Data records
━━━━

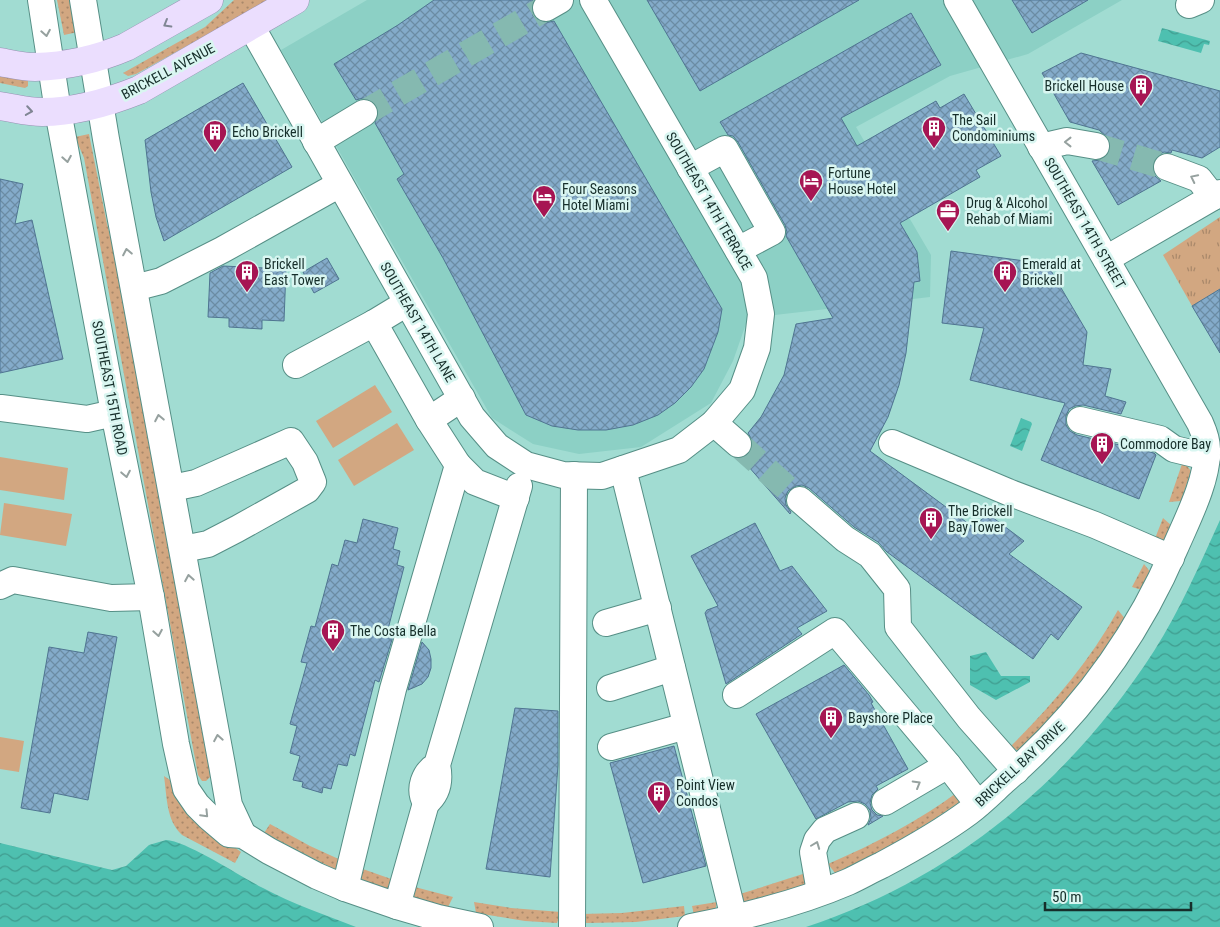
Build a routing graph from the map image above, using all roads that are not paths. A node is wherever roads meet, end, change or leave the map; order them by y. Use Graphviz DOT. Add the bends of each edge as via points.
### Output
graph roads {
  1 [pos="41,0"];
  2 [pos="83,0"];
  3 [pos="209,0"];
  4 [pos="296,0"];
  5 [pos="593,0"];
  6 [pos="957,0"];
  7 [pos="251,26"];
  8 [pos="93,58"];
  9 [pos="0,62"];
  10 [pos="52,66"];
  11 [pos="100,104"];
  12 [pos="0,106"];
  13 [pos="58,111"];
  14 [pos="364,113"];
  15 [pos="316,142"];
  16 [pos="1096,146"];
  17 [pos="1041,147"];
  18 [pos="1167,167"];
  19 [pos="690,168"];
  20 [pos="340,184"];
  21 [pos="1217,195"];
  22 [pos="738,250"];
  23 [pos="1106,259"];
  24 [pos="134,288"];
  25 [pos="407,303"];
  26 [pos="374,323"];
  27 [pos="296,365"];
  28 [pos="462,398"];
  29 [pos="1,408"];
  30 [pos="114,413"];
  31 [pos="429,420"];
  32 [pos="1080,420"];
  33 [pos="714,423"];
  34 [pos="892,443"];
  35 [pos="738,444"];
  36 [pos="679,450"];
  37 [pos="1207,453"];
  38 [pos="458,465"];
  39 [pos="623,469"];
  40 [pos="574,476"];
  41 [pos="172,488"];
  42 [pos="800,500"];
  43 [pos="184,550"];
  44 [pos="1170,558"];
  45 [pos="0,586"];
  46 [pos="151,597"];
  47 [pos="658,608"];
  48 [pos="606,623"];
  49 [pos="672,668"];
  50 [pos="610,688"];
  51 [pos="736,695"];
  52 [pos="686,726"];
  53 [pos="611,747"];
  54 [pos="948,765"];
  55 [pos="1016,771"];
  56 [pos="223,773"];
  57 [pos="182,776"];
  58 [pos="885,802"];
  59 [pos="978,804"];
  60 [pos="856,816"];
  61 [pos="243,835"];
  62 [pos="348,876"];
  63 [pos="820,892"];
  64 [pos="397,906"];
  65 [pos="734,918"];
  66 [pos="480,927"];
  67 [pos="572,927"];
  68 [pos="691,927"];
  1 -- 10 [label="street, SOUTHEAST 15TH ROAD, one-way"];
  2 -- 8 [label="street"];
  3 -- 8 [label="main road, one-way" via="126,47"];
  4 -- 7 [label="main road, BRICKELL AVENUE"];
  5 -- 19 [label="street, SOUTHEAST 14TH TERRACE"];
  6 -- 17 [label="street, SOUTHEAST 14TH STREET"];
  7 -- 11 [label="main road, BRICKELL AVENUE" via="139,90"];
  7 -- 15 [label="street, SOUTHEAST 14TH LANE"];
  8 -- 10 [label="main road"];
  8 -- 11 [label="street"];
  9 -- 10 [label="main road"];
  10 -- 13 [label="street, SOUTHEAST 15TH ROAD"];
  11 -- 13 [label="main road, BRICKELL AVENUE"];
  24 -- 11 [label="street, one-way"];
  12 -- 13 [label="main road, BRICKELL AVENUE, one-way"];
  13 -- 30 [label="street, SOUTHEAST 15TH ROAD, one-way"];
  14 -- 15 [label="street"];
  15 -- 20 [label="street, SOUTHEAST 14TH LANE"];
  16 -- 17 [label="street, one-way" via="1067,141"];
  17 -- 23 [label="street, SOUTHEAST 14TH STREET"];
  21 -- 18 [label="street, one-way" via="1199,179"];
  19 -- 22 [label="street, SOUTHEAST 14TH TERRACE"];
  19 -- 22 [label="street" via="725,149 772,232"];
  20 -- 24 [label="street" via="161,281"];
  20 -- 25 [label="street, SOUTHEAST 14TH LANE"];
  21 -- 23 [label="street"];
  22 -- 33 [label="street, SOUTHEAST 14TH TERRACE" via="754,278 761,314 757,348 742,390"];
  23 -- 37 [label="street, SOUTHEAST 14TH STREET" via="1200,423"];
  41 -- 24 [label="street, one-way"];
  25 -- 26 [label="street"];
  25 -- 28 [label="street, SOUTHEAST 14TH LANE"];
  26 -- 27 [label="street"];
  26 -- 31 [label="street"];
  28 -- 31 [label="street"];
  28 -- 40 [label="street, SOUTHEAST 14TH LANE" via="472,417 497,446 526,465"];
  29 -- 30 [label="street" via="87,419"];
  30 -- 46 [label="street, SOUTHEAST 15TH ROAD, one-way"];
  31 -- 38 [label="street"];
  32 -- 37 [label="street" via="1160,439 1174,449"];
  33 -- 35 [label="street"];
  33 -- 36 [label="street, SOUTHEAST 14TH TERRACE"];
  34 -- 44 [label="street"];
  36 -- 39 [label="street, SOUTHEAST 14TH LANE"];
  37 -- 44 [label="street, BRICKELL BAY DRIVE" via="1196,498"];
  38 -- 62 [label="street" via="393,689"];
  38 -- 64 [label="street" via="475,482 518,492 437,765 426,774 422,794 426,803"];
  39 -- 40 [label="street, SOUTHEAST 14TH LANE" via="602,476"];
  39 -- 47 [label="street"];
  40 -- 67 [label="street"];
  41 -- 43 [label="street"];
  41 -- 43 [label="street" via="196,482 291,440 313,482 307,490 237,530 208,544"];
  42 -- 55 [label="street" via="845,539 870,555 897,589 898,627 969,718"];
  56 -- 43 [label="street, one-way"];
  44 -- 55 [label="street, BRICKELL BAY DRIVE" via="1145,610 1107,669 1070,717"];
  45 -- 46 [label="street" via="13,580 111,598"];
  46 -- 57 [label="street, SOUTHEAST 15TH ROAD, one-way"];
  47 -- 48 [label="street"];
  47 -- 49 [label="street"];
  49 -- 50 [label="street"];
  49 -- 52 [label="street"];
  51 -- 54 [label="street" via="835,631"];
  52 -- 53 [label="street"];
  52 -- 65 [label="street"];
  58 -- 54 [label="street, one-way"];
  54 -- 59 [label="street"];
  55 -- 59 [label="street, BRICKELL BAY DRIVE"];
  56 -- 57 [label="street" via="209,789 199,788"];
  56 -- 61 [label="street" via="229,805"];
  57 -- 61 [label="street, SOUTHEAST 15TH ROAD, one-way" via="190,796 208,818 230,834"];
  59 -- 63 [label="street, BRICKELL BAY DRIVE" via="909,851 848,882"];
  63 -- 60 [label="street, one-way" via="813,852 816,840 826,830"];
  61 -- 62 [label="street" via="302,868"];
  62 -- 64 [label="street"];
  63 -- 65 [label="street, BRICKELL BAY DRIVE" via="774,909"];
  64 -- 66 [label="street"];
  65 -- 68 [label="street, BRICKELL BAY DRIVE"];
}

━━━━

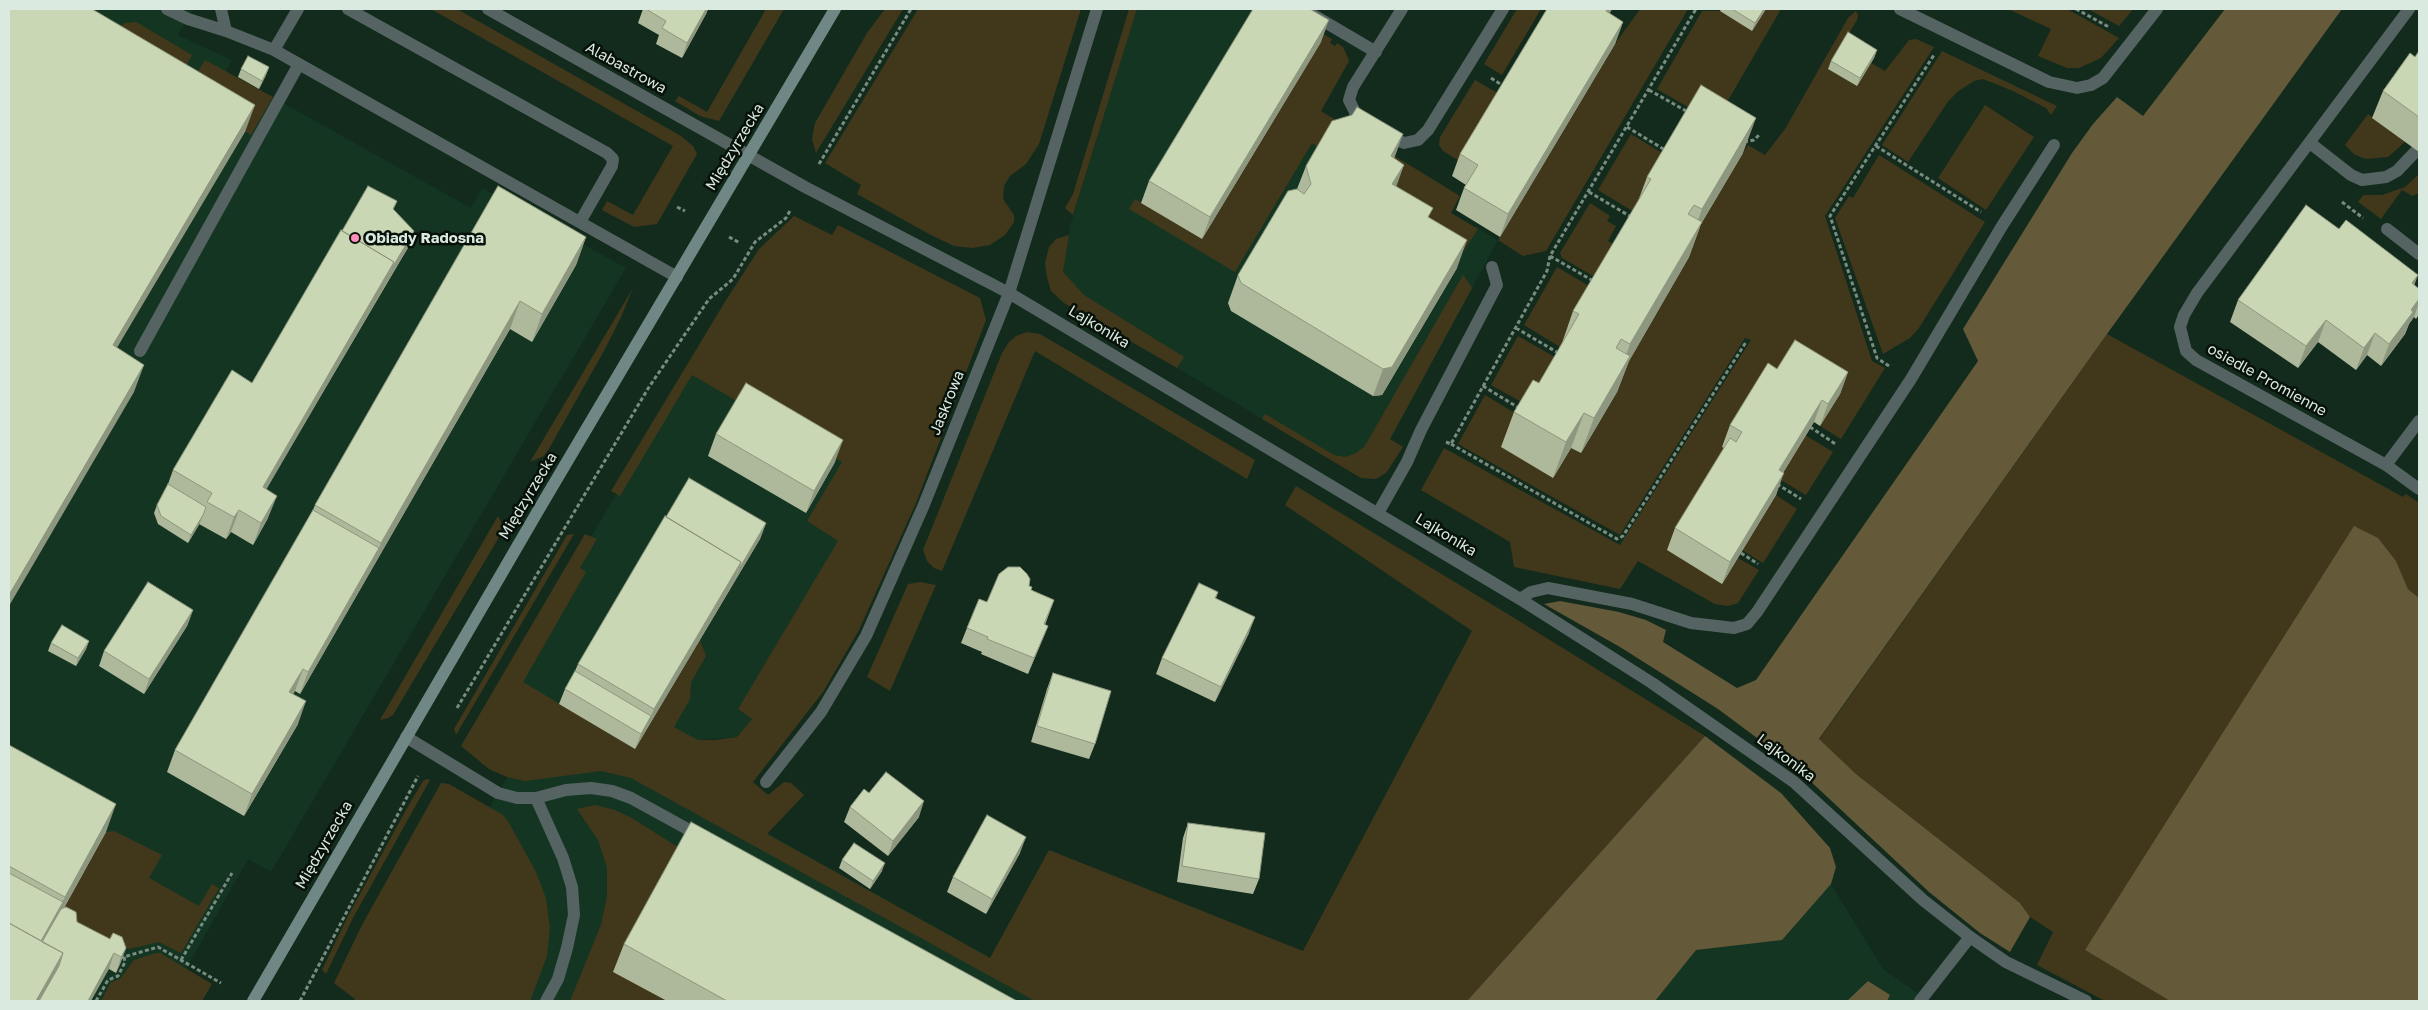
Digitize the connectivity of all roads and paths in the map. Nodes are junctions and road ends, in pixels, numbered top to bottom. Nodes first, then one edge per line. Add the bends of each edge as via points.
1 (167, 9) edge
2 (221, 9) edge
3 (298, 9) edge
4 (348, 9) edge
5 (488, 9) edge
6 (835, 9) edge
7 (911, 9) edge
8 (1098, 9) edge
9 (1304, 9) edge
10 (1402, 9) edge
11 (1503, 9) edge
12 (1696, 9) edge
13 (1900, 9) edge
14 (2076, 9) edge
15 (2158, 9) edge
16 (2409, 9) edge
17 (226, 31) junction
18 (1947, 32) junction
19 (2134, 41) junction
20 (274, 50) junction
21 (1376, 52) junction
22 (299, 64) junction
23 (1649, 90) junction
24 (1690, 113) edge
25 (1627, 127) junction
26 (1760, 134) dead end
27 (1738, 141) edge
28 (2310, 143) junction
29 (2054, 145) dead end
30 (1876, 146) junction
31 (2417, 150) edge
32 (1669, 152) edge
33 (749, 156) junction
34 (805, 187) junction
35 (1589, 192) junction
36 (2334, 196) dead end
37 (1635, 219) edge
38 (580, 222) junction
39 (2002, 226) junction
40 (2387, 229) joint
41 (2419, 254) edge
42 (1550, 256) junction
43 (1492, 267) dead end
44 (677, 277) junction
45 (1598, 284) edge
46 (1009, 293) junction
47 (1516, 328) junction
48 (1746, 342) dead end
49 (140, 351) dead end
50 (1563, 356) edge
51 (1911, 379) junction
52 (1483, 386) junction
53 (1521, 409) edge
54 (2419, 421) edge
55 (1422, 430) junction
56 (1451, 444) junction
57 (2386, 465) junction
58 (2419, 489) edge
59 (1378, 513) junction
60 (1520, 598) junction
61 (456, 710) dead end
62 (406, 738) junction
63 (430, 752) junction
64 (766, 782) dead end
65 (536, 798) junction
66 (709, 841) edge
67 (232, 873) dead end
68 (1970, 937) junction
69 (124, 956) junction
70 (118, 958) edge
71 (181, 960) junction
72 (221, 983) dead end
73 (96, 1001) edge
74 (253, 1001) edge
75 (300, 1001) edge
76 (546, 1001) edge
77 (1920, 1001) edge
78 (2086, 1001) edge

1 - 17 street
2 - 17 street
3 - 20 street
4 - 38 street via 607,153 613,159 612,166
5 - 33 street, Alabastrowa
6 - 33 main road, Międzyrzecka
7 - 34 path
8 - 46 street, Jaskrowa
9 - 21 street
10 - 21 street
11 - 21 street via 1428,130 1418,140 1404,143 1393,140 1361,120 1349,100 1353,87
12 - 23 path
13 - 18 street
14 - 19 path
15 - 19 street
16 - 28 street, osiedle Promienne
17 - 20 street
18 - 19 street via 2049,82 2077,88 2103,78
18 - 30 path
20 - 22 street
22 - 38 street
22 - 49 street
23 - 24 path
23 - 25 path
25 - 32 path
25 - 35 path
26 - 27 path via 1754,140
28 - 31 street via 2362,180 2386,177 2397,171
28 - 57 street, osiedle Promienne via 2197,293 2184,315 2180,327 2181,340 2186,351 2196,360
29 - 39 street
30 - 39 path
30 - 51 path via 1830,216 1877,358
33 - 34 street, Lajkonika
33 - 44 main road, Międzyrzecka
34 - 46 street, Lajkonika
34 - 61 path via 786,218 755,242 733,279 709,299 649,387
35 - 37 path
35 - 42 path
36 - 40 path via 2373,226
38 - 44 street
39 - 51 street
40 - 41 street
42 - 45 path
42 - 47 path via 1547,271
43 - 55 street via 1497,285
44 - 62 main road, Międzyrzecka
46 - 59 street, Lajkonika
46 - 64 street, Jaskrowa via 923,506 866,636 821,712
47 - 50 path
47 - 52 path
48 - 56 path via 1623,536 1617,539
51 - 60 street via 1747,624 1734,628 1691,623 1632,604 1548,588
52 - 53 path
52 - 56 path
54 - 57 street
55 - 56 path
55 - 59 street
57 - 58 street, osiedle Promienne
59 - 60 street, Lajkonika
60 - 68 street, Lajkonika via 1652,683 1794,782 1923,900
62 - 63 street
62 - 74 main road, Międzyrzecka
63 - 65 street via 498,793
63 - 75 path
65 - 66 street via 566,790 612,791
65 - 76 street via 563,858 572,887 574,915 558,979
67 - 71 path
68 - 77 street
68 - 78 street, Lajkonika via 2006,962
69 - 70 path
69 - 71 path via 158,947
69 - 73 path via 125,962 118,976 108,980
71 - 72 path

━━━━

● **WHAT YOU HAVE TO DO**
List each line of the records that holds the string "paths".

● **TASK RESPONSE**
Build a routing graph from the map image above, using all roads that are not paths. A node is wherever roads meet, end, change or leave the map; order them by y. Use Graphviz DOT. Add the bends of each edge as via points.
Digitize the connectivity of all roads and paths in the map. Nodes are junctions and road ends, in pixels, numbered top to bottom. Nodes first, then one edge per line. Add the bends of each edge as via points.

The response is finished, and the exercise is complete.